# Exercise requirements
Tell how many lines in the data below contain "KOLSHET", using one number as the whole reply.

--*--

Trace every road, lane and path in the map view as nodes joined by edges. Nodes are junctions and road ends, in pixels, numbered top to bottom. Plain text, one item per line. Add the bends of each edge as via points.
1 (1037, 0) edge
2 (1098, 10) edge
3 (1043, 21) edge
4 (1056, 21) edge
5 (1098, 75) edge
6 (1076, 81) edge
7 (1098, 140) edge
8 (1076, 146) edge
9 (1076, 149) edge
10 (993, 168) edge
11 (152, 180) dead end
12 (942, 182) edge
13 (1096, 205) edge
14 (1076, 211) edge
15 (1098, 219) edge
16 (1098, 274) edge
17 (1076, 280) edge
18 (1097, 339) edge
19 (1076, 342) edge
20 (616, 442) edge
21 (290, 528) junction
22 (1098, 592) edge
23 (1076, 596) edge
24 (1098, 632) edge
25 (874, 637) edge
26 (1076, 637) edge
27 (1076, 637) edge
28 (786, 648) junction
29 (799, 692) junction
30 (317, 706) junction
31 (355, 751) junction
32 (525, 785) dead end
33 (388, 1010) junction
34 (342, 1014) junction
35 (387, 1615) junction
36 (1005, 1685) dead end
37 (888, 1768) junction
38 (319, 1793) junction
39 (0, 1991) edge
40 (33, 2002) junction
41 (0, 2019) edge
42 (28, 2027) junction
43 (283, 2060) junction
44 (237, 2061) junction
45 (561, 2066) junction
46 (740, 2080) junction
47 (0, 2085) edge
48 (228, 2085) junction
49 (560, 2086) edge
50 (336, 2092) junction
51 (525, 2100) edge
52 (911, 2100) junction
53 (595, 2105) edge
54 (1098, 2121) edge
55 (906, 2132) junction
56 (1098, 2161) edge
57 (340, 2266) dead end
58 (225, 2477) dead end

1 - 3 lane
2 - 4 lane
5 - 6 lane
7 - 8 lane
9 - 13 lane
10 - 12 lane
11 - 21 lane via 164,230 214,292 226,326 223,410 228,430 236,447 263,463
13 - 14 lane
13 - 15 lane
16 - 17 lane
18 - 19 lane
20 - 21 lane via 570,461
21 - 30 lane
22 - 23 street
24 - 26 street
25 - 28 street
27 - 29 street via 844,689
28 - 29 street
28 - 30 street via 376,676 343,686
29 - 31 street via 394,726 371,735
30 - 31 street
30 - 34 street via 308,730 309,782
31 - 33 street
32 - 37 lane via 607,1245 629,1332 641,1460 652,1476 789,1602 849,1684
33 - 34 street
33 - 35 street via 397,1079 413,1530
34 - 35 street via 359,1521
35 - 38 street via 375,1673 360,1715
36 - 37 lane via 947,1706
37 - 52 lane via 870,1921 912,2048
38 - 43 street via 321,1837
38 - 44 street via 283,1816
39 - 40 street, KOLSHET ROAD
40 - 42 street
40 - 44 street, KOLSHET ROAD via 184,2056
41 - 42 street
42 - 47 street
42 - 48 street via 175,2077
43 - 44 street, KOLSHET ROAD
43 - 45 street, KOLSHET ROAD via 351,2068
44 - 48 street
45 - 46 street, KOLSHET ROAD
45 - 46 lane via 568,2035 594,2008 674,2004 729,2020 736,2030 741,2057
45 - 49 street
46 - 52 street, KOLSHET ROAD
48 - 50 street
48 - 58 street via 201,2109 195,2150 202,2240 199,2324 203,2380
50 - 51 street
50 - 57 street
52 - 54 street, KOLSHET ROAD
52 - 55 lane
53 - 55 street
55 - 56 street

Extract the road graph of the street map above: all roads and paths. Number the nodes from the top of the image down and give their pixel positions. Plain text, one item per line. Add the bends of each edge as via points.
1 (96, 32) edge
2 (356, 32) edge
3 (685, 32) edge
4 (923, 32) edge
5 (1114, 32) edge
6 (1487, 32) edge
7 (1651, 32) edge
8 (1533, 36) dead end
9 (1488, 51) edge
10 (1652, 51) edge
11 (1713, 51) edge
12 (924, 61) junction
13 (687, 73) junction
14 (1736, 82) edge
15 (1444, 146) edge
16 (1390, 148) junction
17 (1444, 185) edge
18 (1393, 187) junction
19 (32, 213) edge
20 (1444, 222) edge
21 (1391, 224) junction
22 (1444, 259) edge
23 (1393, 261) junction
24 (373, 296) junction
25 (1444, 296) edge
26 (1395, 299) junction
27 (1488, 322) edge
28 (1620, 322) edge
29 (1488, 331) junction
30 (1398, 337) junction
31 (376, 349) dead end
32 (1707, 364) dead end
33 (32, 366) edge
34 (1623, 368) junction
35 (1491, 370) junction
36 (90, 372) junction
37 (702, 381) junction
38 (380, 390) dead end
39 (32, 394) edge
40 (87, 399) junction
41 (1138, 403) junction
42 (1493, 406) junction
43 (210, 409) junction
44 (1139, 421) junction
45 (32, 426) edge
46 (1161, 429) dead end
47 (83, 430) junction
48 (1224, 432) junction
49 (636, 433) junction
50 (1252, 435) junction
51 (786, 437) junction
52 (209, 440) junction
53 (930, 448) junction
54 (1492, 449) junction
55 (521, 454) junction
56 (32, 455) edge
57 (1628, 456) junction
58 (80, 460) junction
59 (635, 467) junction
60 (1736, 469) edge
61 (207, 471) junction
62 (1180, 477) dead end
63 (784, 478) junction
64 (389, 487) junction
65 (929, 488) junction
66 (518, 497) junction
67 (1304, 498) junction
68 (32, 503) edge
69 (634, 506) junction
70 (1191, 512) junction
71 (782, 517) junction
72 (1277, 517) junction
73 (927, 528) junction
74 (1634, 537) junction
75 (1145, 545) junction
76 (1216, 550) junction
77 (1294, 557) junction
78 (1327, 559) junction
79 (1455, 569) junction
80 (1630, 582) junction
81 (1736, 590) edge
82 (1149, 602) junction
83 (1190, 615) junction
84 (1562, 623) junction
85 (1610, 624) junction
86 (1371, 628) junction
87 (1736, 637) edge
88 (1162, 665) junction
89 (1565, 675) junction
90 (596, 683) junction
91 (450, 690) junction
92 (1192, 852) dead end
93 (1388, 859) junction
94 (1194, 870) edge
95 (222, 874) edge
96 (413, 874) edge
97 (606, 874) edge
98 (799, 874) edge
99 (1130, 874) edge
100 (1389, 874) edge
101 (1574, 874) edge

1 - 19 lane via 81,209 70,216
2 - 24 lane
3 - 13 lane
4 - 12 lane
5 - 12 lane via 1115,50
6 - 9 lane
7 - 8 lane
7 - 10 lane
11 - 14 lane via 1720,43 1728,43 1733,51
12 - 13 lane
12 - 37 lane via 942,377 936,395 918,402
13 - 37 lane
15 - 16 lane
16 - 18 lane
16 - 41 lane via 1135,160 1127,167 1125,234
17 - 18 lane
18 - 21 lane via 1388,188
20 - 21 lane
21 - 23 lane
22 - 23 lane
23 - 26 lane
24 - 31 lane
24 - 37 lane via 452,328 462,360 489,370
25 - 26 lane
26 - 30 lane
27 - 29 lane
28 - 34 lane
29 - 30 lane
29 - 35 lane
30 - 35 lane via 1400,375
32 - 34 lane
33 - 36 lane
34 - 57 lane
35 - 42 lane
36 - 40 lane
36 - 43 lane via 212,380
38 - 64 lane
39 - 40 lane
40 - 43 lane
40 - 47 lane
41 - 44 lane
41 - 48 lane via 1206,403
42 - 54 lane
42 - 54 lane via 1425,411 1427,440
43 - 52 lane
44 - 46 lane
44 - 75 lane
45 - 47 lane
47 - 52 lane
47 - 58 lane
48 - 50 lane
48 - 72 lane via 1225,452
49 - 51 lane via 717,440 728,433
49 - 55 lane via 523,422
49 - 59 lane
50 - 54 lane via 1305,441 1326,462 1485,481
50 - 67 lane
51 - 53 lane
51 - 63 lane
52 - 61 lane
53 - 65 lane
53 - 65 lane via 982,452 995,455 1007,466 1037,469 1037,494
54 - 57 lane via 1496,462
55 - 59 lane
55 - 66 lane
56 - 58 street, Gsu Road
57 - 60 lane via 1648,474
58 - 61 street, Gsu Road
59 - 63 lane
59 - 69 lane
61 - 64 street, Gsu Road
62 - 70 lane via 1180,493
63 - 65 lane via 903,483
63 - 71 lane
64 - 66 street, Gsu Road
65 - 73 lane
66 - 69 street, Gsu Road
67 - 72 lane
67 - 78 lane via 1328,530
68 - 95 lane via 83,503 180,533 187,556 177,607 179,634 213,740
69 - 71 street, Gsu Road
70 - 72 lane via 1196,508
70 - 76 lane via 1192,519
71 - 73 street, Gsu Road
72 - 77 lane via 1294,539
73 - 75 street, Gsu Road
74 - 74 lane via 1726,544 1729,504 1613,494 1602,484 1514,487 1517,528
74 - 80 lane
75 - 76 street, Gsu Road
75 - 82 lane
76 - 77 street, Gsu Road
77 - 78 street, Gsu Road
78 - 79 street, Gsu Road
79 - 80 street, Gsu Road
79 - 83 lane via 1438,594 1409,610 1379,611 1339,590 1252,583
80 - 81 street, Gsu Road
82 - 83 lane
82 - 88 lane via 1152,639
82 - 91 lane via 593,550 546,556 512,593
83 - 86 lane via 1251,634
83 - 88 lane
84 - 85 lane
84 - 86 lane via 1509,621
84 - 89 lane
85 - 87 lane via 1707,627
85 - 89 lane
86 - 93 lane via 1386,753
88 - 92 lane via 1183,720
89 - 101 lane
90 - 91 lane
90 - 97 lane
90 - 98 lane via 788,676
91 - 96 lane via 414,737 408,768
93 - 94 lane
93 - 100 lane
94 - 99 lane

--*--

# Answer for the task
7